:: SUPPLIED INFORMATION ::
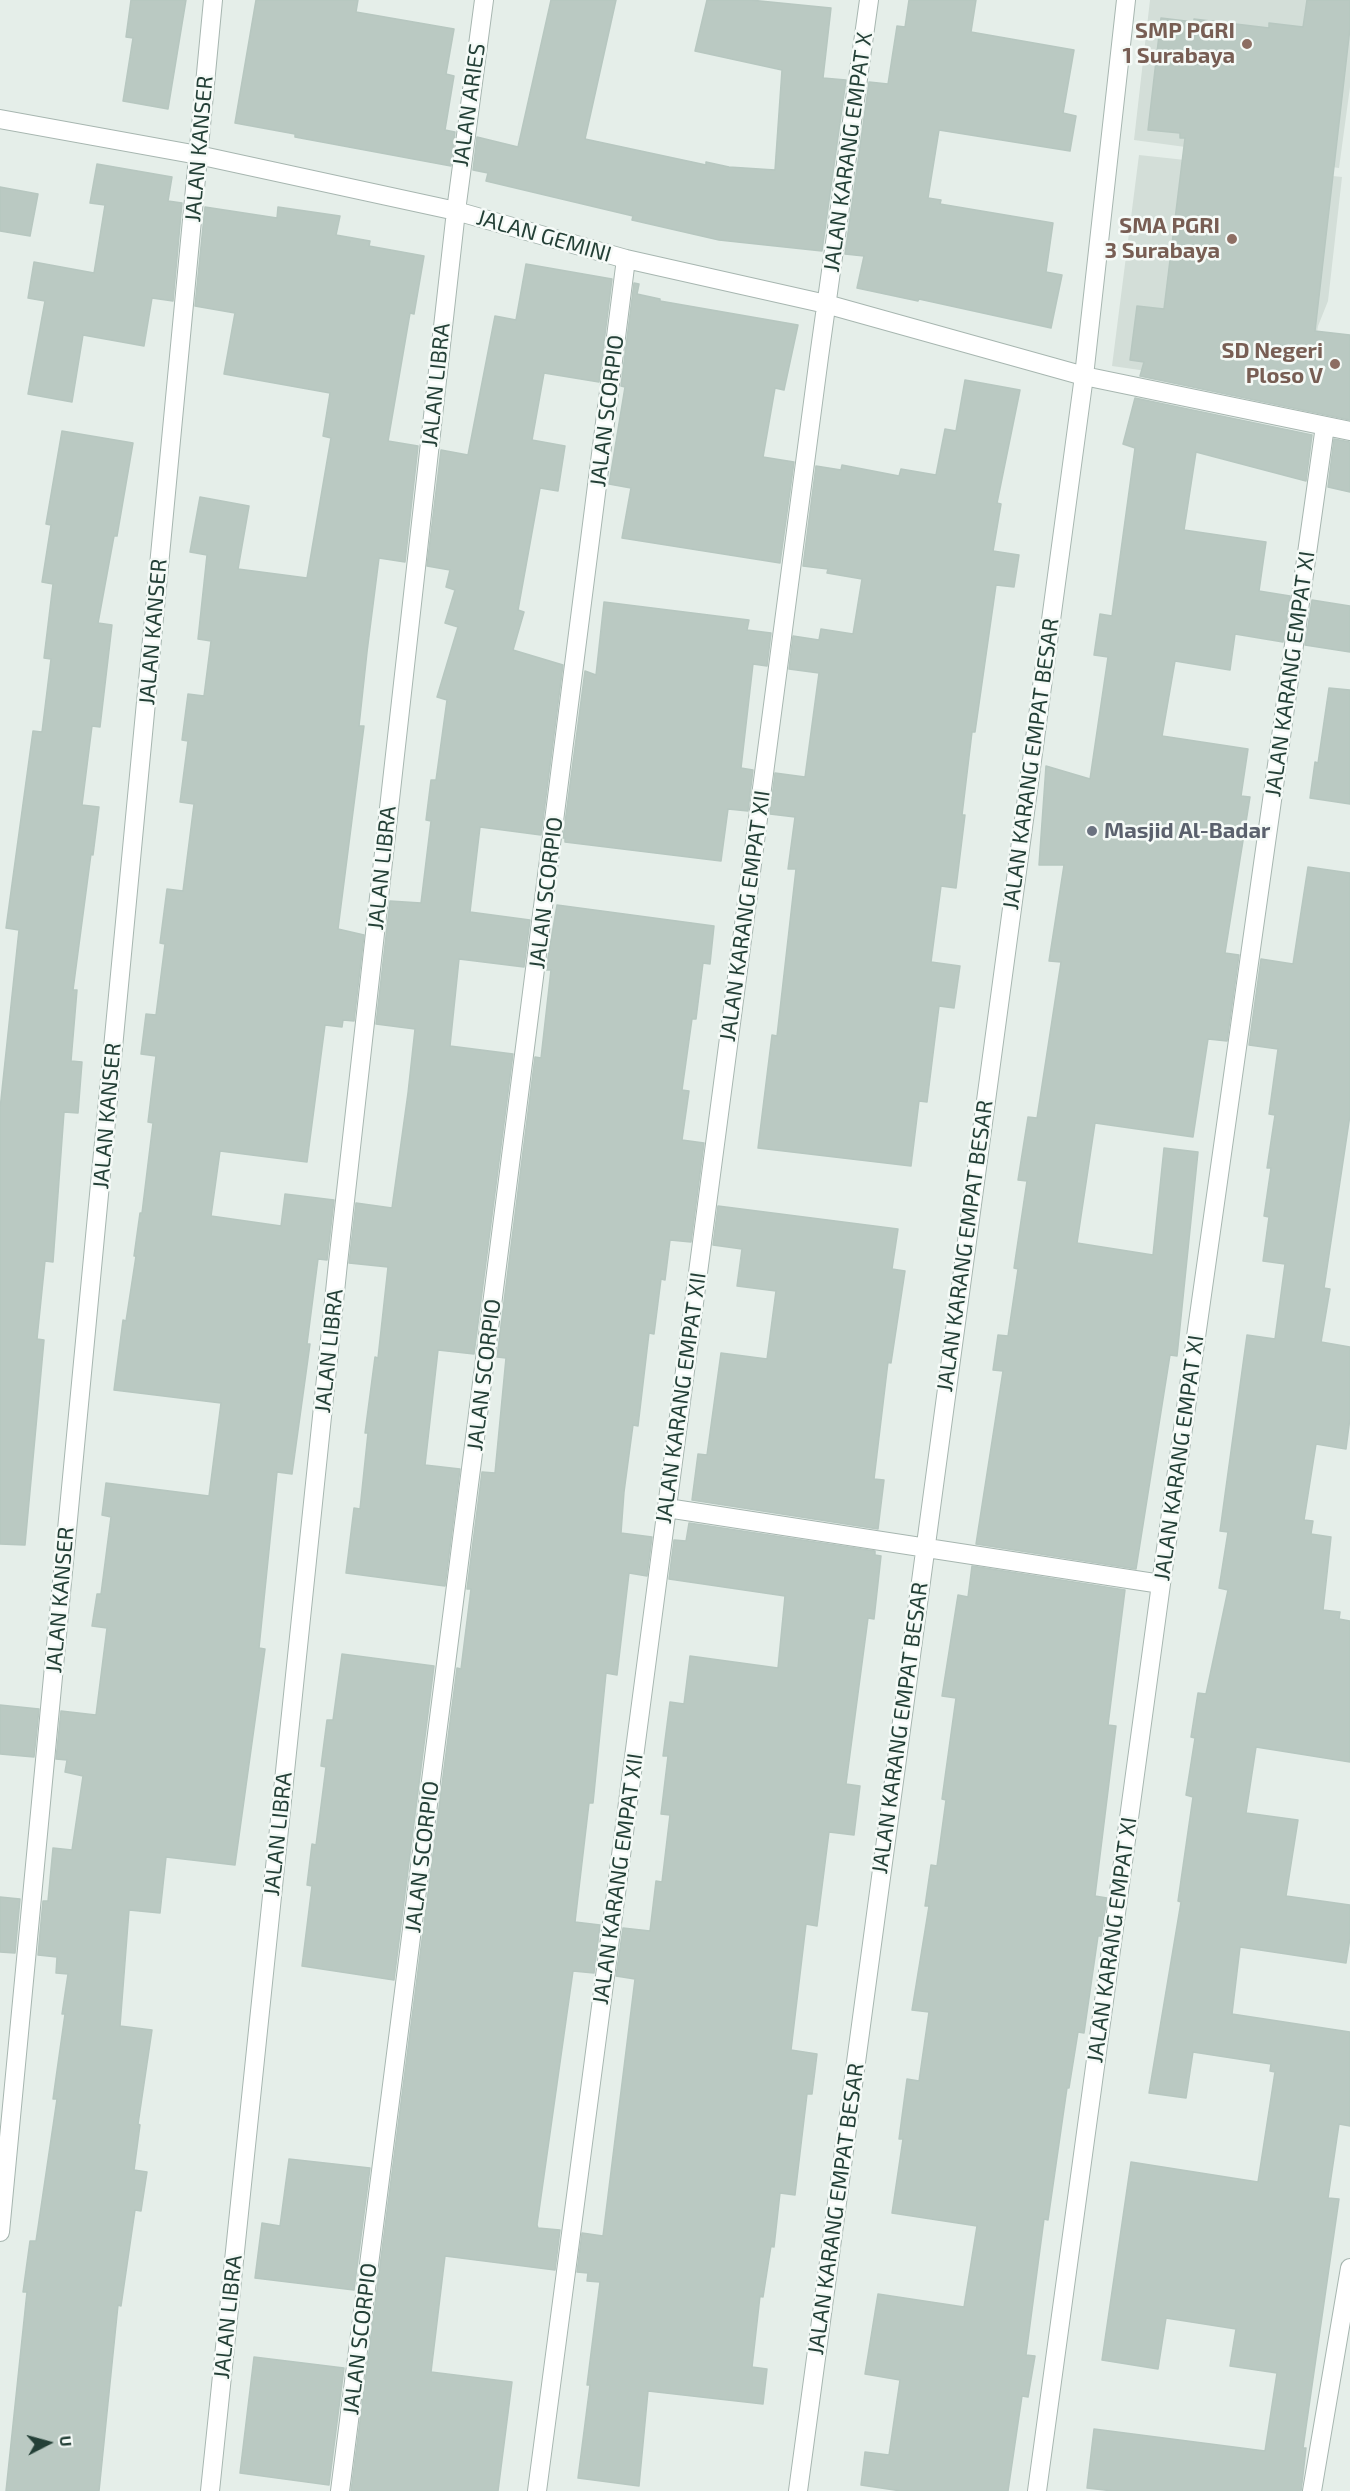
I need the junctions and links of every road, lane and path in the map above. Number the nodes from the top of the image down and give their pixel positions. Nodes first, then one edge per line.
1 (213, 0) edge
2 (484, 0) edge
3 (869, 0) edge
4 (1126, 0) edge
5 (0, 118) edge
6 (198, 155) junction
7 (456, 211) junction
8 (626, 259) junction
9 (826, 304) junction
10 (1084, 376) junction
11 (1325, 426) junction
12 (1350, 431) edge
13 (667, 1508) junction
14 (924, 1546) junction
15 (1161, 1584) junction
16 (0, 2232) edge
17 (1350, 2268) edge
18 (210, 2491) edge
19 (340, 2491) edge
20 (537, 2491) edge
21 (798, 2491) edge
22 (1038, 2491) edge
23 (1312, 2491) edge

1 - 6 street, JALAN KANSER
2 - 7 street, JALAN ARIES
3 - 9 street, JALAN KARANG EMPAT X
4 - 10 street, JALAN KARANG EMPAT BESAR
5 - 6 street, JALAN GEMINI
6 - 7 street, JALAN GEMINI
6 - 16 street, JALAN KANSER
7 - 8 street, JALAN GEMINI
7 - 18 street, JALAN LIBRA
8 - 9 street, JALAN GEMINI
8 - 19 street, JALAN SCORPIO
9 - 10 street, JALAN GEMINI
9 - 13 street, JALAN KARANG EMPAT XII
10 - 11 street
10 - 14 street, JALAN KARANG EMPAT BESAR
11 - 12 street
11 - 15 street, JALAN KARANG EMPAT XI
13 - 14 street
13 - 20 street, JALAN KARANG EMPAT XII
14 - 15 street
14 - 21 street, JALAN KARANG EMPAT BESAR
15 - 22 street, JALAN KARANG EMPAT XI
17 - 23 street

:: PROBLEM TO WORK ON ::
The response has to be an exact copy of all the data, pictures excluded.

:: SOLUTION ::
I need the junctions and links of every road, lane and path in the map above. Number the nodes from the top of the image down and give their pixel positions. Nodes first, then one edge per line.
1 (213, 0) edge
2 (484, 0) edge
3 (869, 0) edge
4 (1126, 0) edge
5 (0, 118) edge
6 (198, 155) junction
7 (456, 211) junction
8 (626, 259) junction
9 (826, 304) junction
10 (1084, 376) junction
11 (1325, 426) junction
12 (1350, 431) edge
13 (667, 1508) junction
14 (924, 1546) junction
15 (1161, 1584) junction
16 (0, 2232) edge
17 (1350, 2268) edge
18 (210, 2491) edge
19 (340, 2491) edge
20 (537, 2491) edge
21 (798, 2491) edge
22 (1038, 2491) edge
23 (1312, 2491) edge

1 - 6 street, JALAN KANSER
2 - 7 street, JALAN ARIES
3 - 9 street, JALAN KARANG EMPAT X
4 - 10 street, JALAN KARANG EMPAT BESAR
5 - 6 street, JALAN GEMINI
6 - 7 street, JALAN GEMINI
6 - 16 street, JALAN KANSER
7 - 8 street, JALAN GEMINI
7 - 18 street, JALAN LIBRA
8 - 9 street, JALAN GEMINI
8 - 19 street, JALAN SCORPIO
9 - 10 street, JALAN GEMINI
9 - 13 street, JALAN KARANG EMPAT XII
10 - 11 street
10 - 14 street, JALAN KARANG EMPAT BESAR
11 - 12 street
11 - 15 street, JALAN KARANG EMPAT XI
13 - 14 street
13 - 20 street, JALAN KARANG EMPAT XII
14 - 15 street
14 - 21 street, JALAN KARANG EMPAT BESAR
15 - 22 street, JALAN KARANG EMPAT XI
17 - 23 street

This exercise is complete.